The Bishop of Glasgow, the Rt. Rev. Gregor Duncan, was unavailable for comment and was not present at the ceremony, as he was hospitalized the day before the service after having suffered a stroke.
The former Bishop of Rochester, the Rt. Rev. Michael Nazir-Ali, noted the doctrines put forward in Sura 19 were not interchangeable with the nativity narrative found in Luke 2.
Bishop Nazir-Ali wrote: “Christians should know what their fellow citizens believe and this can include reading the Koran for themselves, whether in the original or in translation.This is not,however, the same thing as having it read in Church in the context of public worship.”

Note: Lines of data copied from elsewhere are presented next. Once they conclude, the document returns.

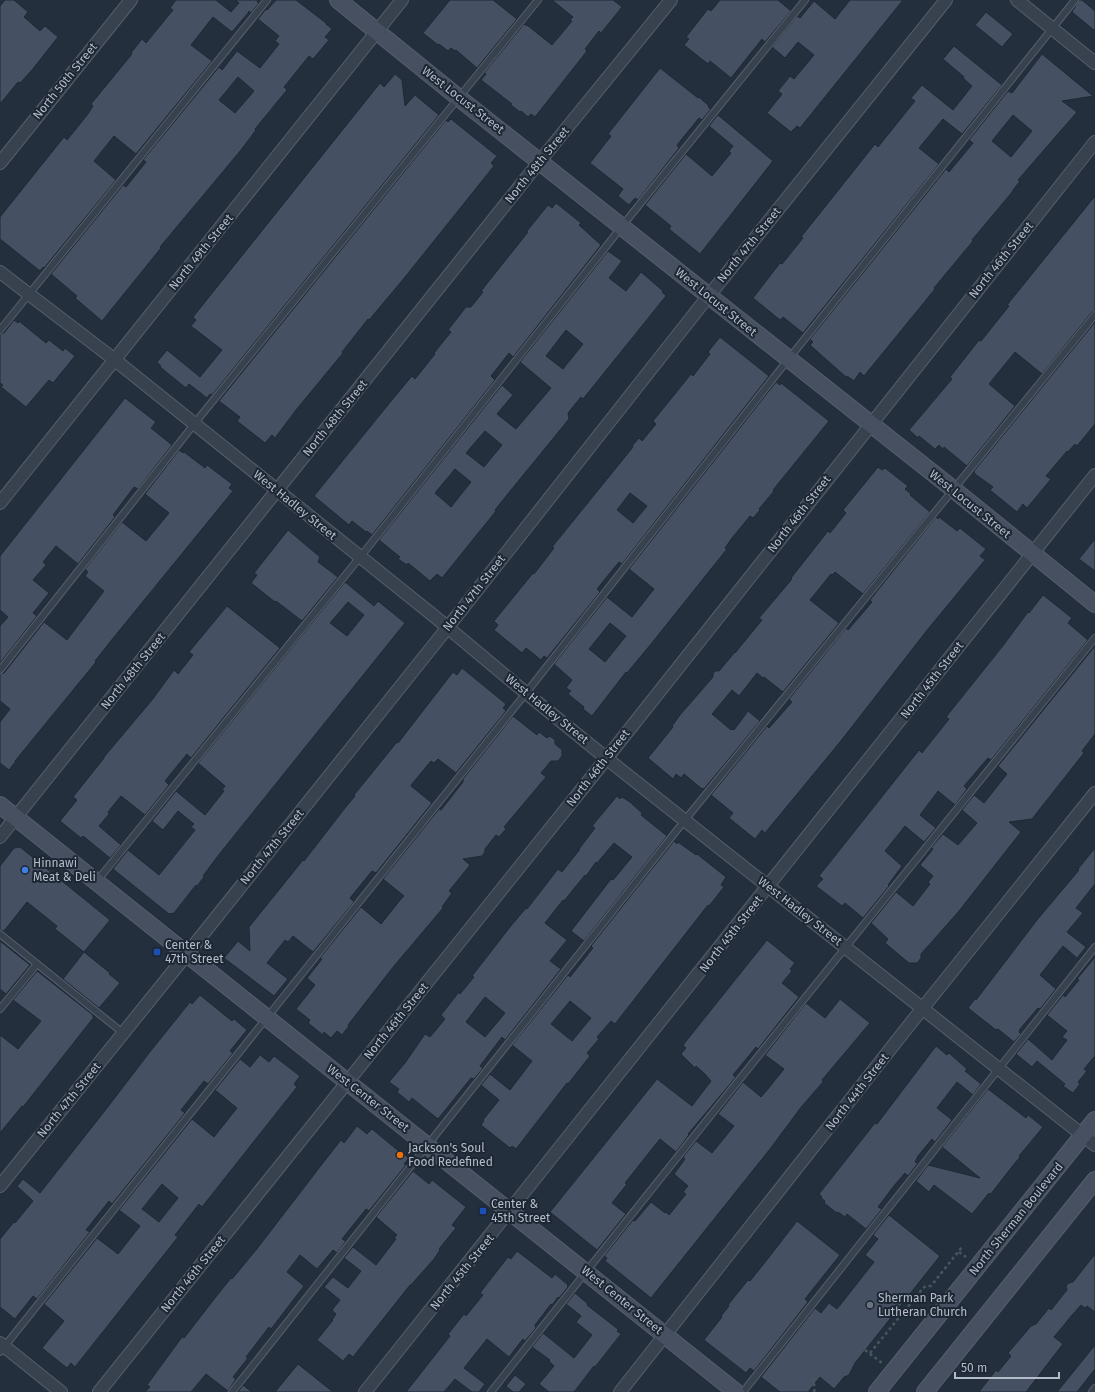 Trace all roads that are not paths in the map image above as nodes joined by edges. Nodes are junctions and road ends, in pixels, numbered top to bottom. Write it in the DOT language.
graph roads {
  1 [pos="131,0"];
  2 [pos="268,0"];
  3 [pos="338,0"];
  4 [pos="402,0"];
  5 [pos="538,0"];
  6 [pos="671,0"];
  7 [pos="805,0"];
  8 [pos="946,0"];
  9 [pos="1017,0"];
  10 [pos="1075,0"];
  11 [pos="1052,29"];
  12 [pos="377,32"];
  13 [pos="1095,63"];
  14 [pos="459,98"];
  15 [pos="1095,142"];
  16 [pos="540,161"];
  17 [pos="0,163"];
  18 [pos="622,227"];
  19 [pos="0,272"];
  20 [pos="30,295"];
  21 [pos="708,296"];
  22 [pos="1095,315"];
  23 [pos="0,330"];
  24 [pos="115,360"];
  25 [pos="789,360"];
  26 [pos="194,424"];
  27 [pos="871,424"];
  28 [pos="1095,475"];
  29 [pos="953,489"];
  30 [pos="278,491"];
  31 [pos="0,503"];
  32 [pos="1032,554"];
  33 [pos="359,557"];
  34 [pos="1095,604"];
  35 [pos="448,627"];
  36 [pos="1095,638"];
  37 [pos="0,670"];
  38 [pos="526,693"];
  39 [pos="606,758"];
  40 [pos="1095,793"];
  41 [pos="0,805"];
  42 [pos="16,818"];
  43 [pos="685,820"];
  44 [pos="0,837"];
  45 [pos="96,882"];
  46 [pos="768,886"];
  47 [pos="0,934"];
  48 [pos="846,947"];
  49 [pos="1095,947"];
  50 [pos="187,954"];
  51 [pos="37,964"];
  52 [pos="0,1009"];
  53 [pos="923,1009"];
  54 [pos="267,1017"];
  55 [pos="123,1033"];
  56 [pos="998,1069"];
  57 [pos="347,1082"];
  58 [pos="1095,1120"];
  59 [pos="1089,1140"];
  60 [pos="427,1145"];
  61 [pos="1095,1180"];
  62 [pos="0,1186"];
  63 [pos="510,1211"];
  64 [pos="586,1272"];
  65 [pos="665,1334"];
  66 [pos="1,1347"];
  67 [pos="1095,1388"];
  68 [pos="885,1389"];
  69 [pos="61,1392"];
  70 [pos="99,1392"];
  71 [pos="232,1392"];
  72 [pos="366,1392"];
  73 [pos="491,1392"];
  74 [pos="620,1392"];
  75 [pos="736,1392"];
  76 [pos="743,1392"];
  77 [pos="925,1392"];
  78 [pos="1092,1392"];
  1 -- 17 [label="street, North 50th Street"];
  2 -- 20 [label="lane"];
  3 -- 12 [label="street, West Locust Street"];
  4 -- 12 [label="street, North 49th Street"];
  5 -- 14 [label="lane"];
  6 -- 16 [label="street, North 48th Street"];
  7 -- 18 [label="lane"];
  8 -- 21 [label="street, North 47th Street"];
  9 -- 11 [label="street"];
  10 -- 11 [label="lane"];
  11 -- 13 [label="street"];
  11 -- 25 [label="lane"];
  12 -- 14 [label="street, West Locust Street"];
  12 -- 24 [label="street, North 49th Street"];
  14 -- 16 [label="street, West Locust Street"];
  14 -- 26 [label="lane"];
  15 -- 27 [label="street, North 46th Street"];
  16 -- 18 [label="street, West Locust Street"];
  16 -- 30 [label="street, North 48th Street"];
  18 -- 21 [label="street, West Locust Street"];
  18 -- 33 [label="lane"];
  19 -- 20 [label="street, West Hadley Street"];
  20 -- 23 [label="lane"];
  20 -- 24 [label="street, West Hadley Street"];
  21 -- 25 [label="street, West Locust Street"];
  21 -- 35 [label="street, North 47th Street"];
  22 -- 29 [label="lane"];
  24 -- 26 [label="street, West Hadley Street"];
  24 -- 31 [label="street, North 49th Street"];
  25 -- 27 [label="street, West Locust Street"];
  25 -- 38 [label="lane"];
  26 -- 30 [label="street, West Hadley Street"];
  26 -- 37 [label="lane"];
  27 -- 29 [label="street, West Locust Street"];
  27 -- 39 [label="street, North 46th Street"];
  28 -- 32 [label="street, North 45th Street"];
  29 -- 32 [label="street, West Locust Street"];
  29 -- 43 [label="lane"];
  30 -- 33 [label="street, West Hadley Street"];
  30 -- 42 [label="street, North 48th Street"];
  32 -- 34 [label="street, West Locust Street"];
  32 -- 46 [label="street, North 45th Street"];
  33 -- 35 [label="street, West Hadley Street"];
  33 -- 45 [label="lane"];
  35 -- 38 [label="street, West Hadley Street"];
  35 -- 50 [label="street, North 47th Street"];
  36 -- 48 [label="lane"];
  38 -- 39 [label="street, West Hadley Street"];
  38 -- 54 [label="lane"];
  39 -- 43 [label="street, West Hadley Street"];
  39 -- 57 [label="street, North 46th Street"];
  40 -- 53 [label="street, North 44th Street"];
  41 -- 42 [label="street, West Center Street"];
  42 -- 44 [label="street, North 48th Street"];
  42 -- 45 [label="street, West Center Street"];
  43 -- 46 [label="street, West Hadley Street"];
  43 -- 60 [label="lane"];
  45 -- 50 [label="street, West Center Street"];
  46 -- 48 [label="street, West Hadley Street"];
  46 -- 63 [label="street, North 45th Street"];
  47 -- 51 [label="lane"];
  48 -- 53 [label="street, West Hadley Street"];
  48 -- 64 [label="lane"];
  49 -- 56 [label="lane"];
  50 -- 54 [label="street, West Center Street"];
  50 -- 55 [label="street, North 47th Street"];
  51 -- 52 [label="lane"];
  51 -- 55 [label="lane"];
  53 -- 56 [label="street, West Hadley Street"];
  53 -- 65 [label="street, North 44th Street"];
  54 -- 57 [label="street, West Center Street"];
  54 -- 66 [label="lane"];
  55 -- 62 [label="street, North 47th Street"];
  56 -- 59 [label="street, West Hadley Street"];
  56 -- 76 [label="lane"];
  57 -- 60 [label="street, West Center Street"];
  57 -- 70 [label="street, North 46th Street"];
  58 -- 59 [label="street, North Sherman Boulevard"];
  59 -- 68 [label="street, North Sherman Boulevard"];
  60 -- 63 [label="street, West Center Street"];
  60 -- 71 [label="lane"];
  61 -- 77 [label="street"];
  63 -- 64 [label="street, West Center Street"];
  63 -- 72 [label="street, North 45th Street"];
  64 -- 65 [label="street, West Center Street"];
  64 -- 73 [label="lane"];
  65 -- 74 [label="street, North 44th Street"];
  65 -- 75 [label="street, West Center Street"];
  66 -- 69 [label="street"];
  67 -- 78 [label="lane"];
}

He stated the “passage read at St Mary's Cathedral, Glasgow, appears to be from the Sura known as Maryam or Mary and is about the birth of Christ. It affirms the virgin birth and speaks of Jesus as zaki or sinless, as rasul or messenger to whom a book has been entrusted and as nabi or prophet.”
Sura 19: “speaks of his unique birth, his coming death and his resurrection. Jesus is called the very word of the truth (or of God). Much of this Christians can agree with but the passage also denies that God can have a son -- although the verb used, yattakhida, suggests God taking to himself a son.This seems to have the heresy of adoptionism in the background and is not what Christians believe.”
“They believe he is the eternal Word proceeding from the Father and son in this sense, as well as because of his unique birth and his resurrection from the dead. It is particularly insensitive to have this passage read in Church on the Feast of the Epiphany when we celebrate not only Christ's manifestation to the gentiles but also his baptism and the divine declaration,"you are my beloved son in whom I am well pleased".
Bishop Nazir Ali asked the “authorities of the Scottish Episcopal Church” to “immediately repudiate this ill-advised invitation and exercise appropriate discipline for those involved.”
He further stated Archbishop Justin Welby “should also distance the Church of England and the world wide Anglican Communion from this event.”
The Koranic readings at the Episcopal cathedral in Glasgow coincidently came as Anglicans were encouraged to pray for church workers serving the Muslim immigrant community in Glasgow. One clergyman observed: “my CMS prayer diary focuses this weekend on mission partners serving amongst asylum seekers in Glasgow; they mention the interest that many Muslim asylum seekers in the city are showing towards Christianity.”
St Mary’s appears to have chosen a course in opposition to this work, he said. “The actions of St Mary's Cathedral only serves to undermine this kind of ministry and causes more confusion for Muslim-background enquirers,” he charged.